The Indian looked on, well pleased to see the justice done to his hospitality. He explained to the boys that he made baskets, caught fish, and sometimes engaged in hunting, managing, in one way and another, to satisfy his simple wants. His name was Winuca, but his white neighbors called him Tom.
When the boys were ready to go, Philip drew from his pocket a jack-knife, nearly new, of which he asked the Indian’s acceptance.
Winuca seemed very much pleased, and shook hands heartily with his young guests, wishing them good-by.
The boys kept on to the hotel, where they spent a few hours, taking dinner there. Their breakfast had been so simple that they had a very good appetite for their midday meal.
“While we are here, Henry, suppose you write to your father and relieve his anxiety?” suggested Philip.
“Why can’t you write?” asked Henry, who cherished the general boyish distaste for letter-writing.
“Because it will be more proper for you to write. I am a stranger to him.”
“You won’t be long, Philip? I shall want you to come and make me a visit.”
“Perhaps you’ll be tired of me before we get to New York,” suggested Philip, with a smile.
“There isn’t much chance of it. I like you better than any boy I know. You’re awful brave, too. You didn’t seem to be at all scared last night when the Indian came in.”
“It was because I felt sure that any Indian to be found about here would be harmless.”
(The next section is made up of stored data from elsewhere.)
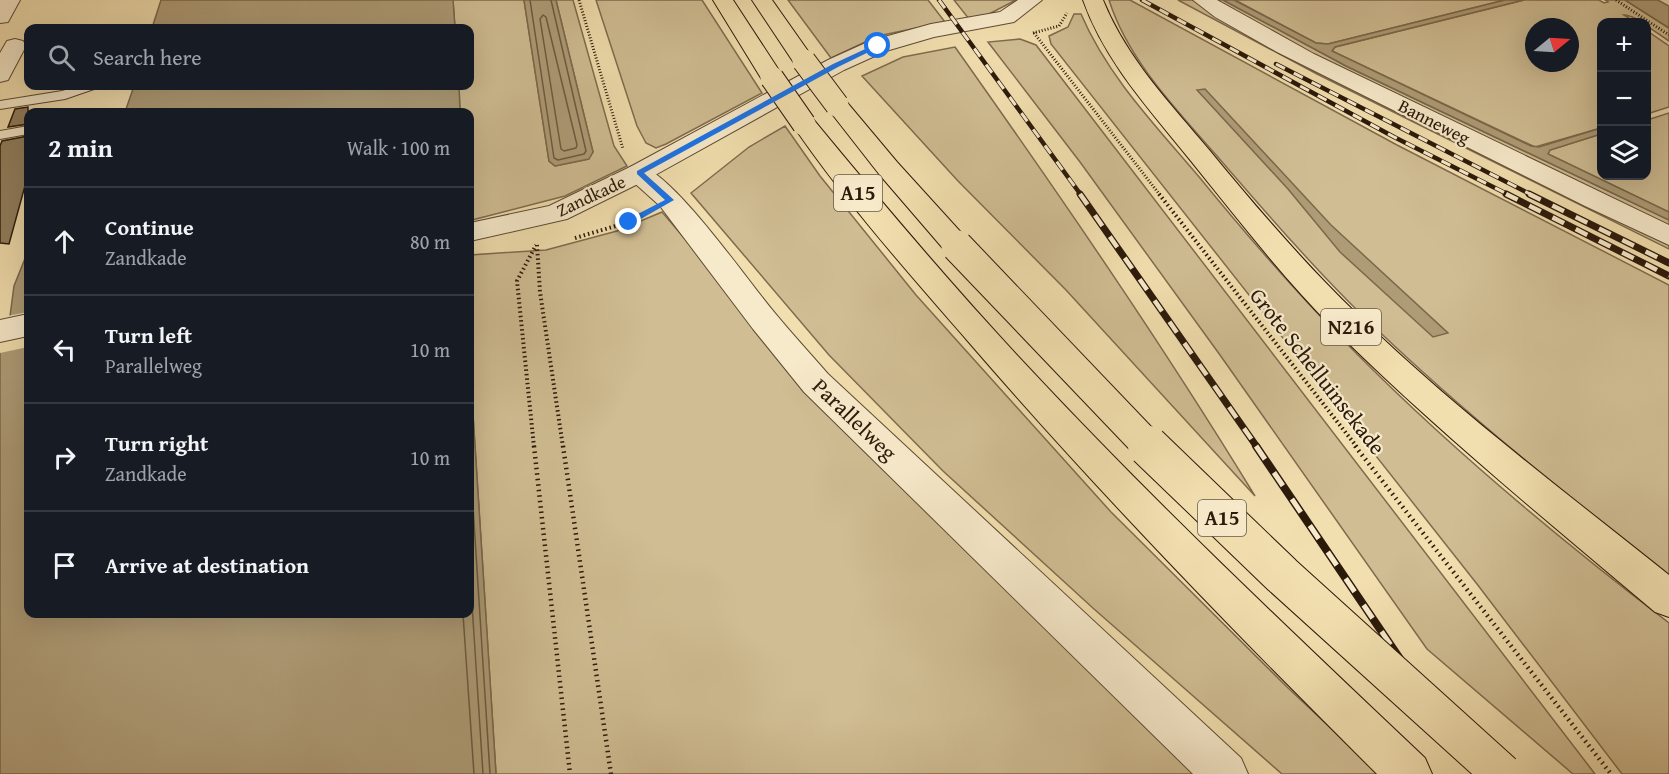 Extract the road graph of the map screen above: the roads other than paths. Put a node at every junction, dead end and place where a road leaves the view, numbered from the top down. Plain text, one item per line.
1 (10, 0) edge
2 (723, 0) edge
3 (762, 0) edge
4 (1032, 0) edge
5 (1203, 0) edge
6 (1081, 4) edge
7 (0, 17) edge
8 (15, 46) dead end
9 (0, 75) edge
10 (78, 90) edge
11 (0, 105) edge
12 (24, 131) edge
13 (0, 135) edge
14 (639, 173) junction
15 (474, 231) edge
16 (1669, 236) edge
17 (24, 326) edge
18 (0, 331) edge
19 (1669, 599) edge
20 (1225, 774) edge
21 (1409, 774) edge
22 (1502, 774) edge

1 - 7 street
2 - 21 main road, A15, bridge
3 - 22 main road, A15, bridge
4 - 14 street, Zandkade
5 - 16 street, Banneweg
6 - 19 main road, N216
8 - 9 street
10 - 11 lane
12 - 13 lane
14 - 15 street, Zandkade
14 - 20 street, Parallelweg
17 - 18 street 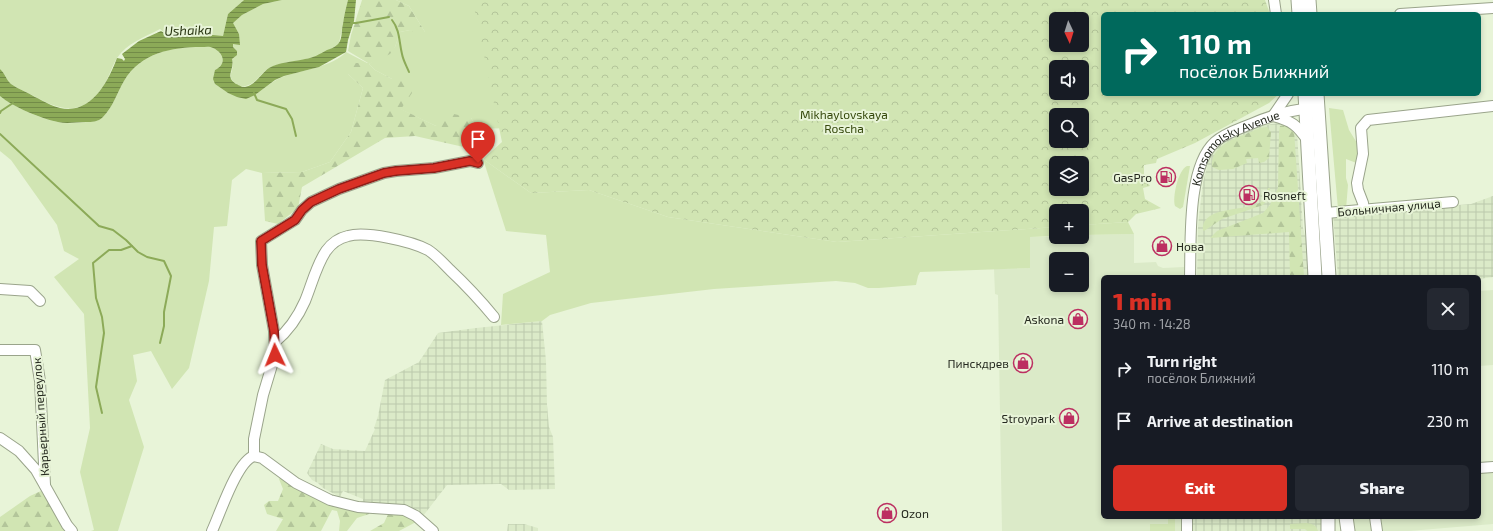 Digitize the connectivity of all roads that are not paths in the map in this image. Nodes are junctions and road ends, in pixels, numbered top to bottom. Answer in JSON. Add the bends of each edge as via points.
{"nodes":[{"id":1,"x":1274,"y":0,"type":"edge"},
{"id":2,"x":1298,"y":0,"type":"edge"},
{"id":3,"x":1309,"y":0,"type":"edge"},
{"id":4,"x":1493,"y":8,"type":"edge"},
{"id":5,"x":1276,"y":12,"type":"edge"},
{"id":6,"x":1299,"y":12,"type":"edge"},
{"id":7,"x":1310,"y":12,"type":"edge"},
{"id":8,"x":1431,"y":12,"type":"edge"},
{"id":9,"x":1285,"y":96,"type":"edge"},
{"id":10,"x":1306,"y":96,"type":"edge"},
{"id":11,"x":1316,"y":96,"type":"edge"},
{"id":12,"x":1493,"y":106,"type":"edge"},
{"id":13,"x":1312,"y":108,"type":"junction"},
{"id":14,"x":1273,"y":116,"type":"junction"},
{"id":15,"x":1308,"y":142,"type":"junction"},
{"id":16,"x":478,"y":163,"type":"dead end"},
{"id":17,"x":1453,"y":202,"type":"dead end"},
{"id":18,"x":1364,"y":210,"type":"junction"},
{"id":19,"x":1326,"y":213,"type":"junction"},
{"id":20,"x":1190,"y":275,"type":"edge"},
{"id":21,"x":1315,"y":275,"type":"edge"},
{"id":22,"x":1329,"y":275,"type":"edge"},
{"id":23,"x":0,"y":289,"type":"edge"},
{"id":24,"x":40,"y":301,"type":"dead end"},
{"id":25,"x":494,"y":317,"type":"dead end"},
{"id":26,"x":274,"y":342,"type":"junction"},
{"id":27,"x":0,"y":350,"type":"edge"},
{"id":28,"x":0,"y":438,"type":"edge"},
{"id":29,"x":254,"y":456,"type":"junction"},
{"id":30,"x":1493,"y":467,"type":"edge"},
{"id":31,"x":1481,"y":468,"type":"edge"},
{"id":32,"x":45,"y":485,"type":"junction"},
{"id":33,"x":1187,"y":519,"type":"edge"},
{"id":34,"x":1328,"y":519,"type":"edge"},
{"id":35,"x":1341,"y":519,"type":"edge"},
{"id":36,"x":1346,"y":519,"type":"edge"},
{"id":37,"x":1375,"y":519,"type":"edge"},
{"id":38,"x":72,"y":531,"type":"edge"},
{"id":39,"x":212,"y":531,"type":"edge"},
{"id":40,"x":433,"y":531,"type":"edge"},
{"id":41,"x":1187,"y":531,"type":"edge"},
{"id":42,"x":1328,"y":531,"type":"edge"},
{"id":43,"x":1341,"y":531,"type":"edge"},
{"id":44,"x":1348,"y":531,"type":"edge"},
{"id":45,"x":1377,"y":531,"type":"edge"}],
"edges":[{"from":1,"to":5,"type":"street"},
{"from":2,"to":6,"type":"main road"},
{"from":3,"to":7,"type":"main road"},
{"from":4,"to":8,"type":"street"},
{"from":9,"to":14,"type":"street","name":"Komsomolsky Avenue"},
{"from":10,"to":13,"type":"main road"},
{"from":11,"to":13,"type":"main road"},
{"from":12,"to":18,"type":"street","via":[[1368,120],[1360,128],[1363,154],[1357,183]]},
{"from":13,"to":14,"type":"street"},
{"from":13,"to":15,"type":"main road"},
{"from":13,"to":19,"type":"main road"},
{"from":14,"to":15,"type":"street","via":[[1294,123]]},
{"from":14,"to":20,"type":"street","name":"Komsomolsky Avenue","via":[[1221,138],[1209,149],[1202,161],[1191,225]]},
{"from":15,"to":21,"type":"main road"},
{"from":16,"to":26,"type":"street","via":[[470,161],[434,168],[390,172],[339,189],[311,202],[295,220],[261,241],[262,265]]},
{"from":17,"to":18,"type":"street","name":"Больничная улица"},
{"from":18,"to":19,"type":"street","name":"Больничная улица"},
{"from":19,"to":22,"type":"main road"},
{"from":23,"to":24,"type":"street","via":[[30,291]]},
{"from":25,"to":26,"type":"street","via":[[428,250],[393,239],[359,234],[346,236],[333,243],[316,270],[305,302],[296,318]]},
{"from":26,"to":29,"type":"street","via":[[275,355],[263,395],[254,439]]},
{"from":27,"to":32,"type":"street","name":"Карьерный переулок","via":[[35,350],[40,381]]},
{"from":28,"to":32,"type":"street","via":[[19,451]]},
{"from":29,"to":39,"type":"street","via":[[247,459],[236,474]]},
{"from":29,"to":40,"type":"street","via":[[262,458],[306,488],[330,500],[358,506],[404,510],[416,516]]},
{"from":30,"to":31,"type":"street"},
{"from":32,"to":38,"type":"street"},
{"from":33,"to":41,"type":"street"},
{"from":34,"to":42,"type":"main road"},
{"from":35,"to":43,"type":"main road"},
{"from":36,"to":44,"type":"main road"},
{"from":37,"to":45,"type":"street"}]}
“I wish we could make a journey together some time. I’d like to go West—”
“To kill Indians?”
“No. If they’ll let me alone, I’ll let them alone; but there must be a lot of fun out on the prairies.”
“Well, Henry, go and write your letter, and we can talk about that afterward.”
The letter was written and mailed, and arrived in New York several days before the boys did.
A welcome letter.
Alexander Taylor, a Wall Street broker, sat at breakfast in his fine house on Madison Avenue. His daughter, Jennie, about thirteen years old, was the only other person at the table.
“Papa, have you heard nothing of Henry?” asked the little girl anxiously.
“Only that the boy who got started with him on his foolish tramp got back three days since.”
“Is Tom Murray back, then?”
“Yes; he showed himself more sensible than Henry.”
“Oh, I’m afraid something’s happened to him, papa! Why don’t you advertise for him, or send out a detective, or something?”
“I will tell you, Jennie,” said Mr. Taylor, laying down the morning paper. “I want your brother to stay away long enough to see his folly.”
“But perhaps he may get out of money, and not be able to get anything to eat. You wouldn’t want him to starve, papa?”